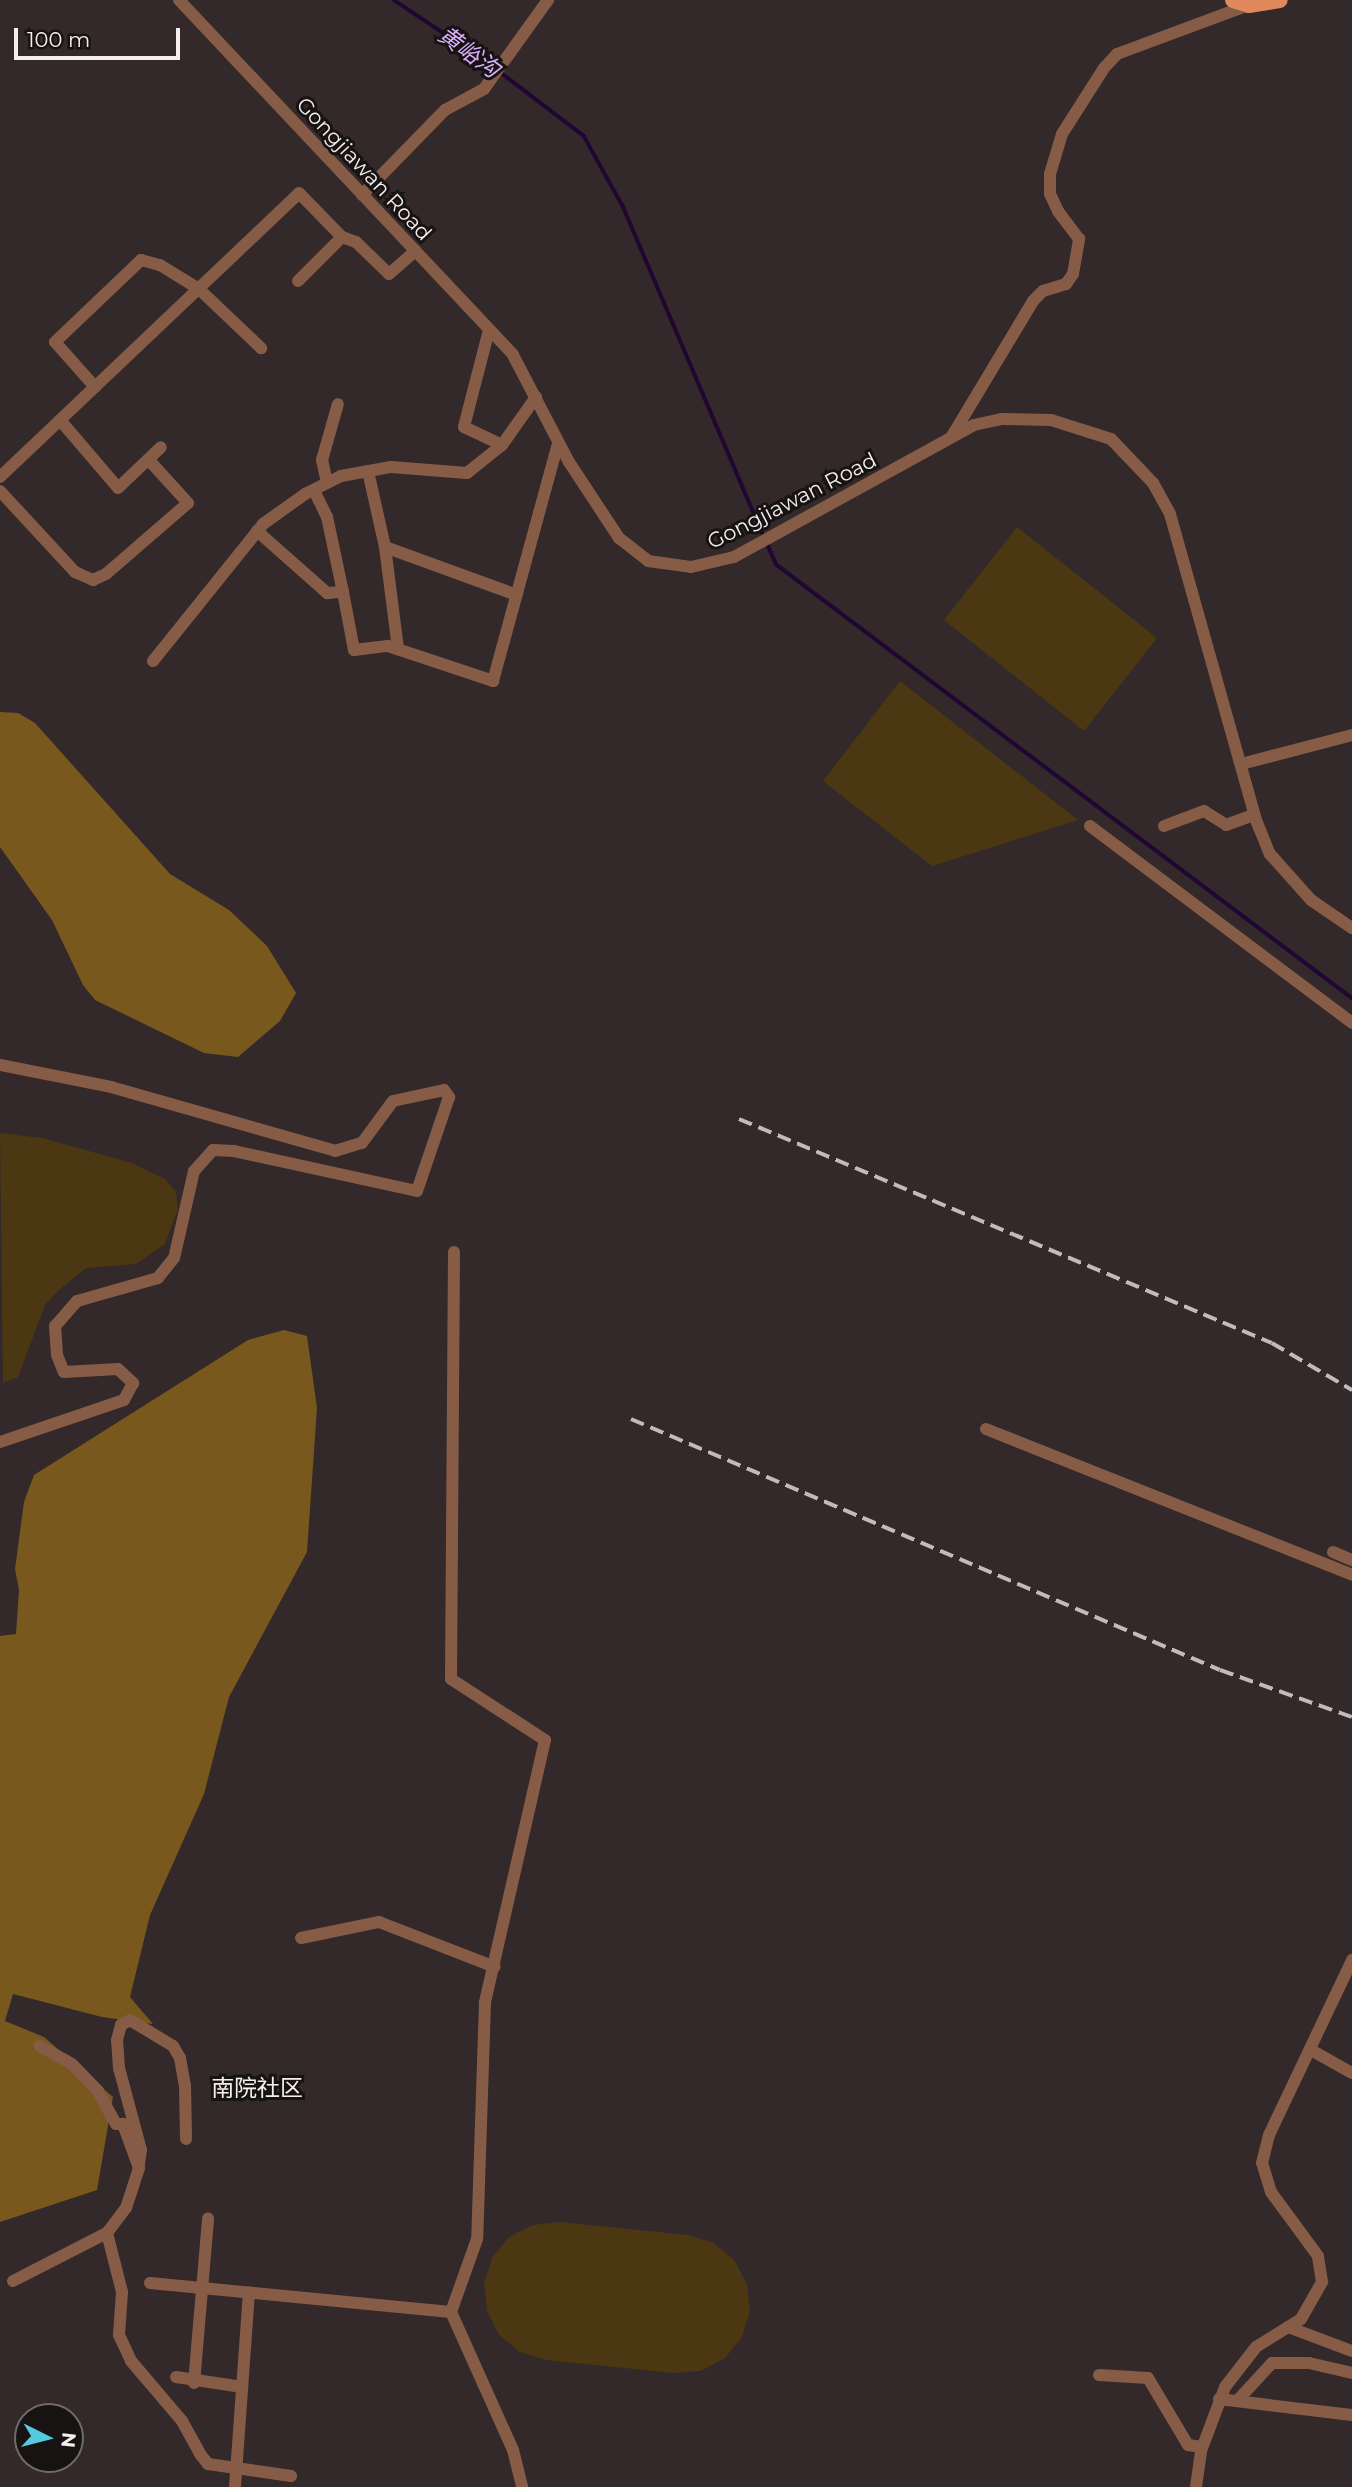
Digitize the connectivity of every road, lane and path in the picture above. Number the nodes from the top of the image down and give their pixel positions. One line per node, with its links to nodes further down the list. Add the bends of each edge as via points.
1 (179, 0): 6 (street, Gongjiawan Road)
2 (548, 0): 6 (street, via 484,89 445,110)
3 (1233, 0): 5 (main road)
4 (1280, 0): 5 (main road)
5 (1249, 5): 17 (street, via 1117,54 1104,68 1062,134 1050,174 1050,194 1079,239 1073,274 1066,284 1043,291 1033,300)
6 (362, 195): 8 (street, Gongjiawan Road)
7 (342, 237): 8 (street, via 356,242 389,274); 9 (street); 10 (street, via 299,193)
8 (415, 251): 11 (street, Gongjiawan Road)
9 (298, 281)
10 (199, 289): 12 (street); 13 (street); 13 (street, via 160,265 141,260 55,342)
11 (489, 330): 14 (street, Gongjiawan Road, via 513,355); 19 (street, via 464,427)
12 (261, 348)
13 (95, 387): 16 (street)
14 (536, 397): 18 (street, Gongjiawan Road); 19 (street)
15 (338, 404): 24 (street, via 323,460)
16 (60, 420): 21 (street, via 118,488); 23 (street)
17 (950, 439): 18 (street, Gongjiawan Road, via 752,547 712,565 669,566 648,561 619,538); 34 (street, Gongjiawan Road, via 974,425 1002,419 1051,420 1111,439 1133,458 1170,514)
18 (558, 443): 30 (street)
19 (502, 444): 22 (street, via 467,473 391,467)
20 (161, 447): 21 (street)
21 (148, 459): 26 (street, via 188,503 106,575 93,580 75,572)
22 (368, 471): 24 (street); 28 (street)
23 (0, 477)
24 (327, 483): 25 (street)
25 (314, 489): 27 (street); 29 (street, via 327,517)
26 (0, 491)
27 (257, 531): 29 (street, via 327,593); 32 (street)
28 (385, 547): 30 (street); 31 (street)
29 (343, 592): 31 (street, via 354,650)
30 (517, 595): 31 (street, via 493,681)
31 (398, 649)
32 (153, 661)
33 (1352, 735): 34 (street)
34 (1241, 764): 35 (street, Gongjiawan Road)
35 (1254, 815): 37 (street, via 1226,825 1204,811); 38 (street, Gongjiawan Road, via 1270,854 1311,900)
36 (1090, 826): 39 (street)
37 (1164, 826)
38 (1352, 928)
39 (1352, 1023)
40 (0, 1065): 43 (street, via 111,1087 335,1151 362,1143 393,1101 444,1090 449,1097 417,1191 213,1150 194,1171 174,1258 159,1278 77,1301 55,1326 57,1355 64,1372 118,1369 133,1383 124,1400)
41 (454, 1252): 49 (street, via 451,1679 545,1740)
42 (986, 1429): 46 (street)
43 (0, 1442)
44 (1333, 1552): 45 (street)
45 (1352, 1560)
46 (1352, 1575)
47 (301, 1938): 49 (street, via 379,1922)
48 (1352, 1960): 51 (street)
49 (495, 1967): 61 (street, via 484,2016 477,2239)
50 (40, 2046): 54 (street, via 72,2064 98,2091 116,2124 123,2124)
51 (1311, 2050): 52 (street); 62 (street, via 1269,2135 1262,2163 1265,2182 1311,2242 1323,2269 1312,2305)
52 (1352, 2073)
53 (186, 2139): 54 (street, via 180,2058 173,2046 130,2020 121,2025 117,2040 119,2068 141,2150)
54 (139, 2168): 56 (street, via 126,2208)
55 (208, 2219): 59 (street)
56 (107, 2233): 57 (street); 73 (street, via 121,2292 119,2335 131,2361 182,2421 208,2464)
57 (13, 2281)
58 (150, 2283): 59 (street)
59 (202, 2288): 60 (street); 67 (street)
60 (249, 2293): 61 (street); 68 (street)
61 (451, 2312): 76 (street, via 513,2450)
62 (1288, 2327): 63 (street); 69 (street, via 1256,2347)
63 (1352, 2351)
64 (1352, 2373): 70 (street, via 1309,2363 1272,2363)
65 (1099, 2375): 72 (street, via 1148,2378 1188,2445)
66 (176, 2377): 67 (street)
67 (194, 2383): 68 (street)
68 (243, 2387): 73 (street)
69 (1219, 2399): 70 (street); 72 (street)
70 (1237, 2401): 71 (street)
71 (1352, 2415)
72 (1202, 2446): 77 (street)
73 (237, 2468): 74 (street); 75 (street)
74 (291, 2476)
75 (235, 2487)
76 (522, 2487)
77 (1196, 2487)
______
Problem requirements ▸ Show the lines above that have the word "main".

Response area ▸
3 (1233, 0): 5 (main road)
4 (1280, 0): 5 (main road)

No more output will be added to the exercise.